‘Are you going make a speech?’ Neil asked me, before and during the wedding.
‘I’ll do one if you forget anything in yours,’ I said.
‘I won’t. But you should say something, anyway. I don’t want a sexist weddingslashmarriage.’
‘Reason a billion and 31 why I love you.’
During his speech, my Dad told a story I mentioned in this post, and said that Lorna’s Dad is the best title he’s ever had. Well, being his daughter is pretty awesome, too.
The best man brought George Bailey-Penguin on the stage with him.
And then my husband got up and said marrying me was better than winning an Oscar. It’s funnier in context, but that was my favourite part of the whole thing. Followed by the part where he thanked Morgan Freeman for narrating his life.
Since the boys seemed to be having a good time, I got up there. Without notes, and with tears in my voice.
Here’s what I think I said. I’m happy I did, but I forgot the bold bits, until now. If I’d actually written a speech, it would have looked something like this:
Some of you may be surprised I haven’t written anything for this. I’m better on paper, but I wanted to thank everyone for sharing today with us. It would have been cool to get married on our own, but you guys made it awesome.

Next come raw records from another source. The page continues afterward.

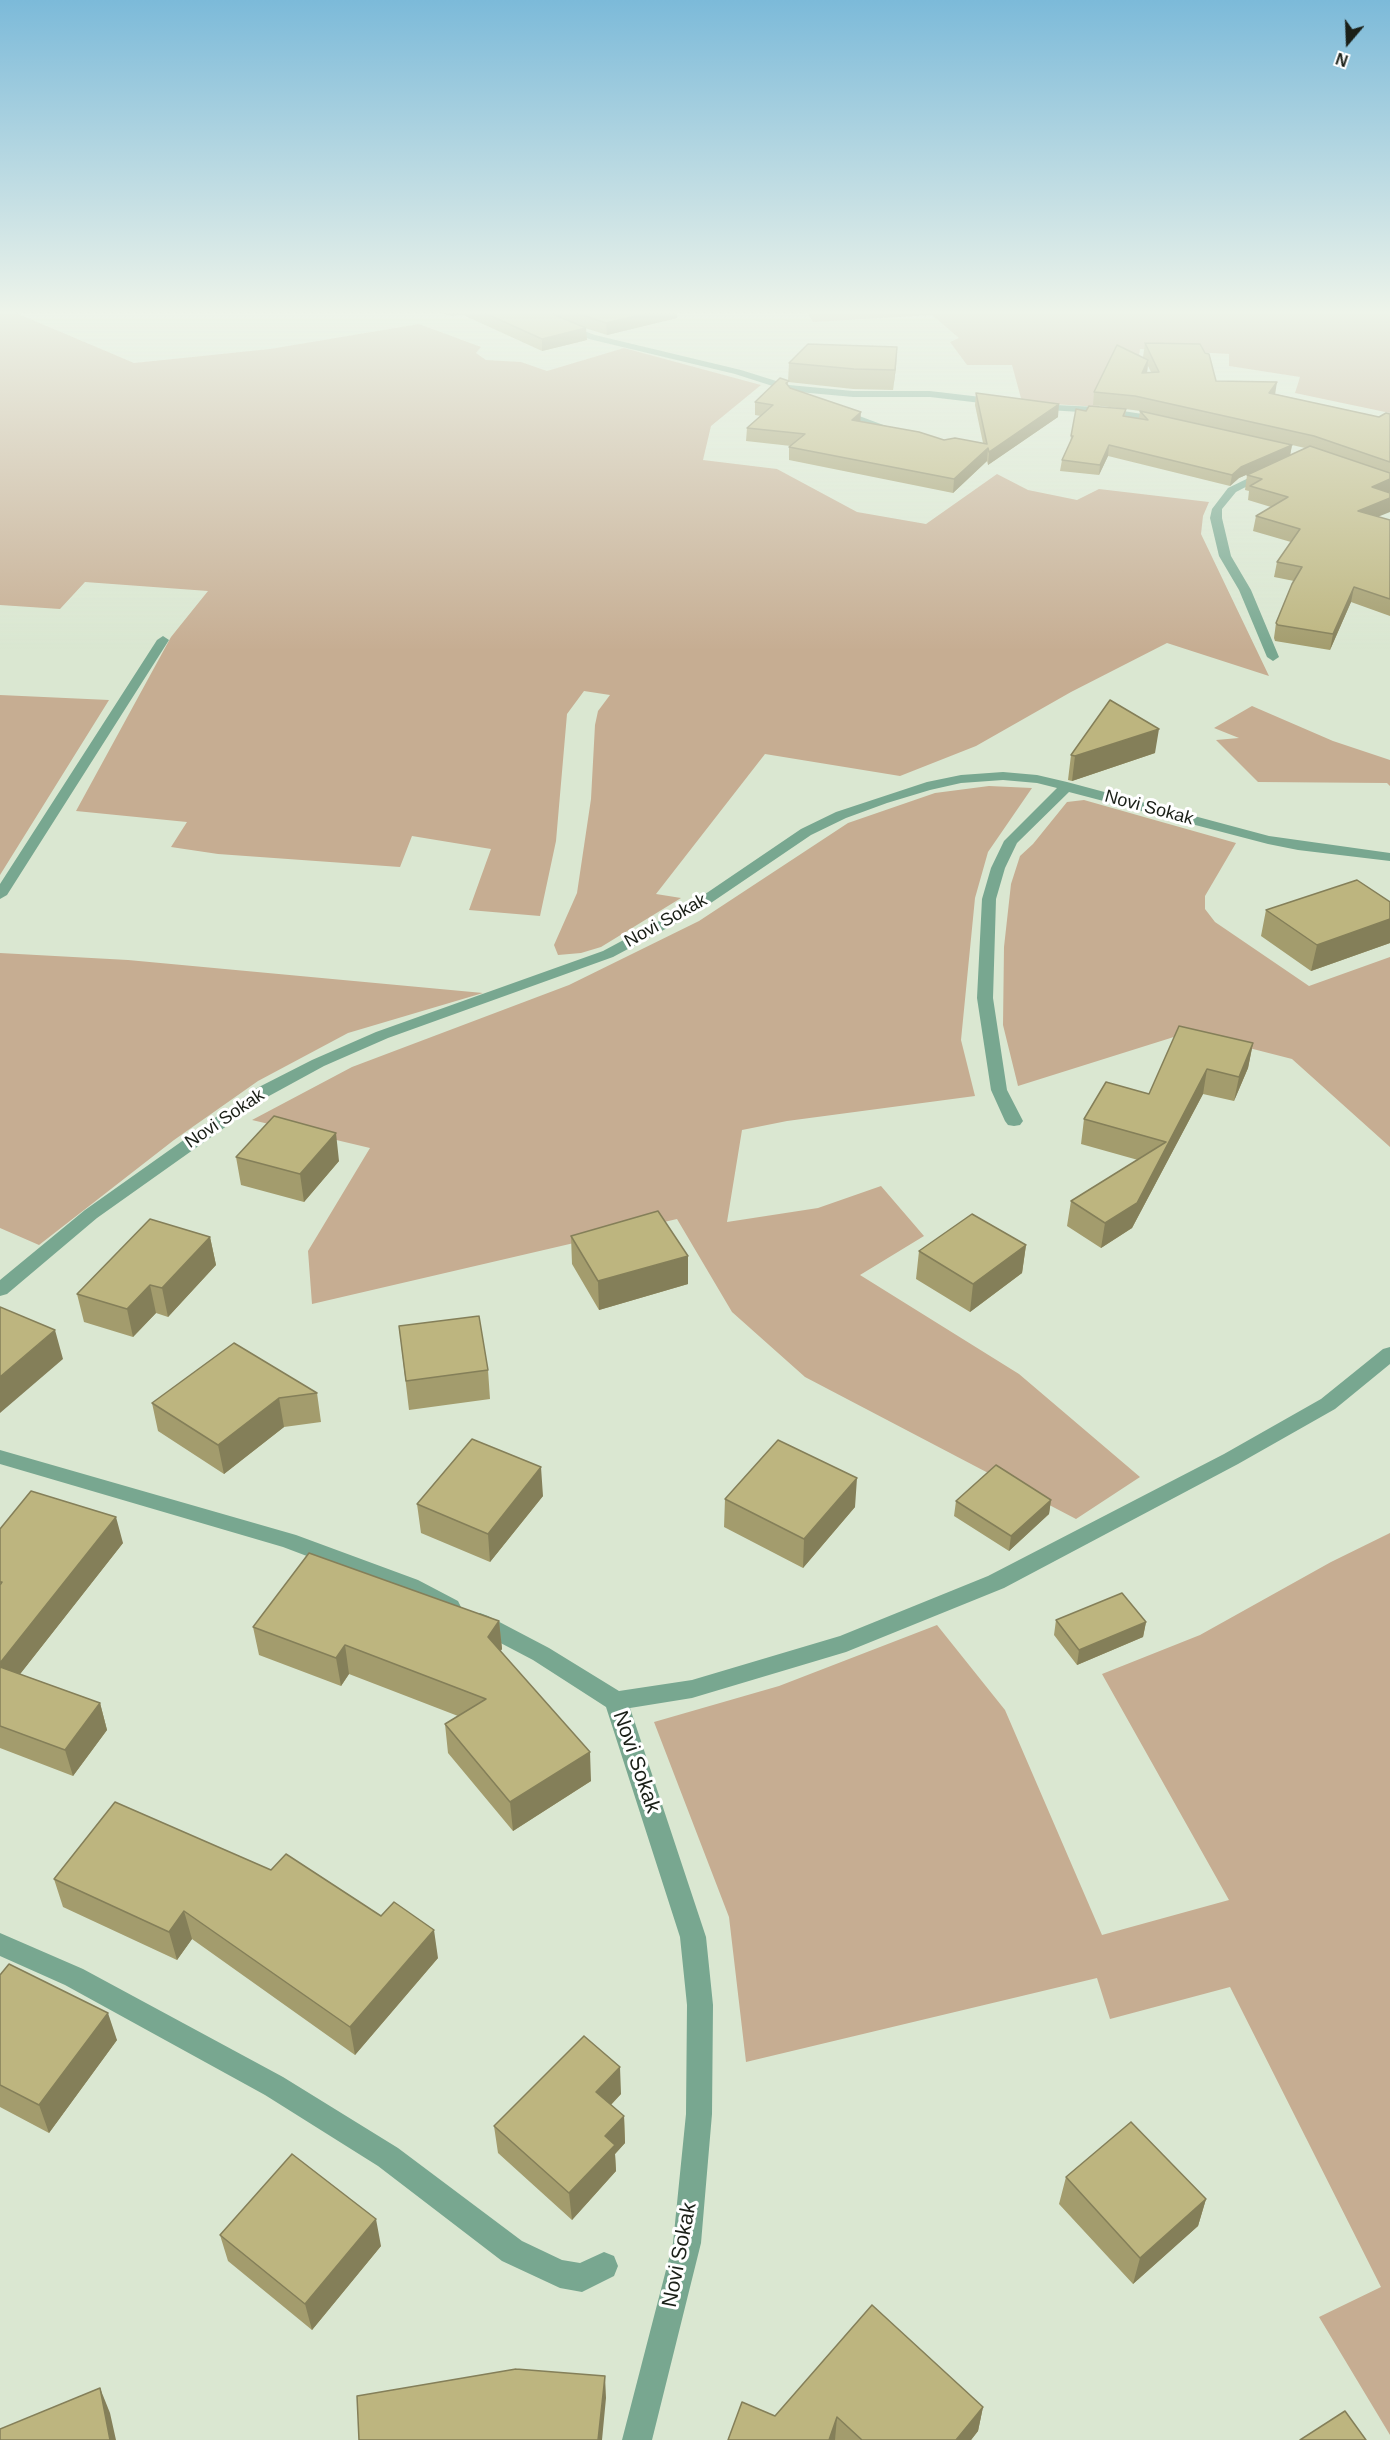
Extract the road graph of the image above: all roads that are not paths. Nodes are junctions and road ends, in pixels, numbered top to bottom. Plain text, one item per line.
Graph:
1 (873, 424) edge
2 (903, 434) edge
3 (1276, 468) edge
4 (163, 640) dead end
5 (1273, 657) dead end
6 (1067, 786) junction
7 (1390, 857) edge
8 (0, 895) edge
9 (1014, 1120) dead end
10 (0, 1290) edge
11 (1390, 1354) edge
12 (0, 1457) edge
13 (616, 1701) junction
14 (0, 1944) edge
15 (604, 2266) dead end
16 (637, 2440) edge

1 - 2 street
3 - 5 street
4 - 8 street
6 - 7 street, Novi Sokak
6 - 9 street
6 - 10 street, Novi Sokak
11 - 13 street
12 - 13 street, Novi Sokak
13 - 16 street, Novi Sokak
14 - 15 street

I want to get around to everyone, but there it is.
I’d like to thank my family and friends, and my bridesmaids for putting up with me these 14 months and longer.

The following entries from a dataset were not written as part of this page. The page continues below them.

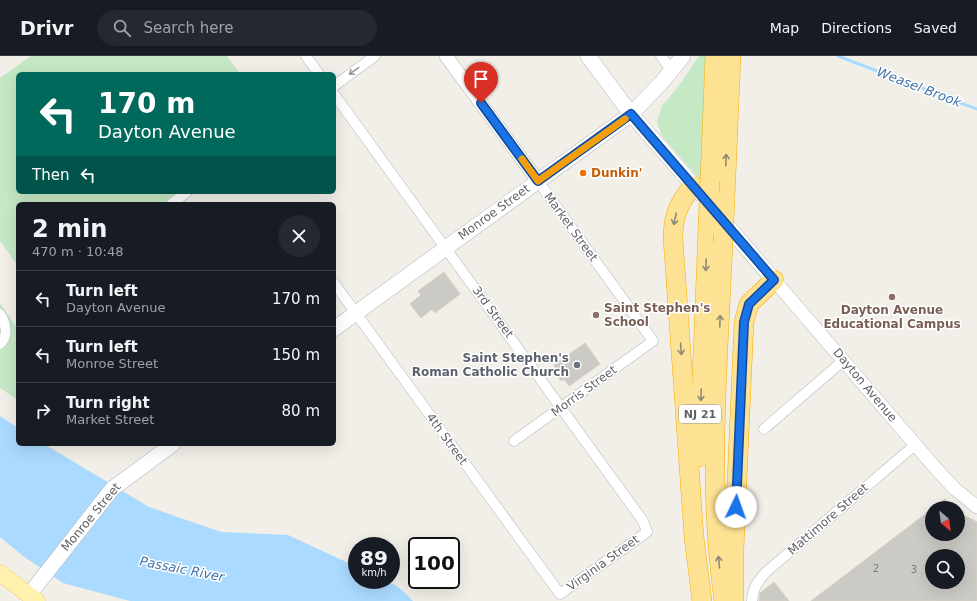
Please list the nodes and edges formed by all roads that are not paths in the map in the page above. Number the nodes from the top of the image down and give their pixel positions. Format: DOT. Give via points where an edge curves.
graph roads {
  1 [pos="306,56"];
  2 [pos="375,56"];
  3 [pos="446,56"];
  4 [pos="588,56"];
  5 [pos="661,56"];
  6 [pos="683,56"];
  7 [pos="715,56"];
  8 [pos="731,56"];
  9 [pos="672,71"];
  10 [pos="318,72"];
  11 [pos="336,85"];
  12 [pos="336,97"];
  13 [pos="631,114"];
  14 [pos="538,181"];
  15 [pos="702,183"];
  16 [pos="184,194"];
  17 [pos="174,202"];
  18 [pos="446,247"];
  19 [pos="774,280"];
  20 [pos="336,287"];
  21 [pos="355,313"];
  22 [pos="0,314"];
  23 [pos="336,327"];
  24 [pos="653,341"];
  25 [pos="0,344"];
  26 [pos="844,360"];
  27 [pos="561,407"];
  28 [pos="764,429"];
  29 [pos="514,441"];
  30 [pos="915,445"];
  31 [pos="170,446"];
  32 [pos="977,508"];
  33 [pos="647,532"];
  34 [pos="0,573"];
  35 [pos="560,594"];
  36 [pos="29,599"];
  37 [pos="702,601"];
  38 [pos="708,601"];
  39 [pos="724,601"];
  40 [pos="734,601"];
  41 [pos="752,601"];
  1 -- 10 [label="street"];
  2 -- 11 [label="street, one-way"];
  3 -- 14 [label="street, Market Street"];
  4 -- 13 [label="main road, Dayton Avenue"];
  5 -- 9 [label="street"];
  6 -- 9 [label="main road, Monroe Street"];
  7 -- 15 [label="highway, NJ 21"];
  39 -- 8 [label="highway, NJ 21, one-way, bridge" via="717,534 715,465"];
  9 -- 13 [label="main road, Monroe Street"];
  12 -- 18 [label="street, 3rd Street"];
  13 -- 14 [label="main road, Monroe Street"];
  13 -- 15 [label="main road, Dayton Avenue"];
  14 -- 18 [label="main road, Monroe Street"];
  14 -- 24 [label="street, Market Street"];
  15 -- 19 [label="main road, Dayton Avenue"];
  15 -- 37 [label="highway, one-way" via="679,205 674,221 673,238 694,537"];
  15 -- 38 [label="highway, NJ 21, one-way, bridge" via="708,226 699,465 701,535"];
  16 -- 17 [label="street"];
  18 -- 21 [label="main road, Monroe Street"];
  18 -- 27 [label="street, 3rd Street"];
  19 -- 26 [label="street, Dayton Avenue"];
  19 -- 40 [label="highway" via="749,304 744,322"];
  20 -- 21 [label="street, 4th Street"];
  21 -- 23 [label="main road, Monroe Street"];
  21 -- 35 [label="street, 4th Street"];
  22 -- 25 [label="street" via="6,324 4,341"];
  24 -- 27 [label="street, Morris Street"];
  26 -- 28 [label="street"];
  26 -- 30 [label="street, Dayton Avenue"];
  27 -- 29 [label="street, Morris Street"];
  27 -- 33 [label="street, 3rd Street" via="643,521"];
  30 -- 32 [label="street, Dayton Avenue" via="955,489"];
  30 -- 41 [label="street, Mattimore Street" via="766,572 752,591"];
  31 -- 36 [label="main road, Monroe Street" via="124,479 102,500"];
  33 -- 35 [label="street, Virginia Street"];
  34 -- 36 [label="main road"];
}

And thanks to my in-laws for having my husband.
I’d like to thank Jane and Amy for taking my cat. If it wasn’t for you guys, we might not be up here, either.

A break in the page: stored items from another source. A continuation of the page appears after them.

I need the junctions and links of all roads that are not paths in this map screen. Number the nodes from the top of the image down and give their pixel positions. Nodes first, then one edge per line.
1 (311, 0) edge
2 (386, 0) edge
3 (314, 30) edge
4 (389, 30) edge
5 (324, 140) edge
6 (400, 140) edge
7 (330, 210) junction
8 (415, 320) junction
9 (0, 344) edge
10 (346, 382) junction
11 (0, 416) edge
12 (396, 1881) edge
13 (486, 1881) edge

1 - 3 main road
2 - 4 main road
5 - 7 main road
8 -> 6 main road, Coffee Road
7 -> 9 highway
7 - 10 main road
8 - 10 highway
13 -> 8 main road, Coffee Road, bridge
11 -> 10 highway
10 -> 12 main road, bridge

On that note, I’d like to thank my father for leaving the Seminary. That went well, aye?
Thanks for going on, years later, to raise me to know that Neil was somewhere out there and that he’d want to marry me someday.
I know I’m good enough for him, because you loved me first.
And Neil, I arrived here 19 years ago, on your birthday. Scotland has given me so much, and I am most grateful for you.
I feel like I’ve known you a hundred years, and I’m just happy we made it legal.
Can we work on the cheese phobia now?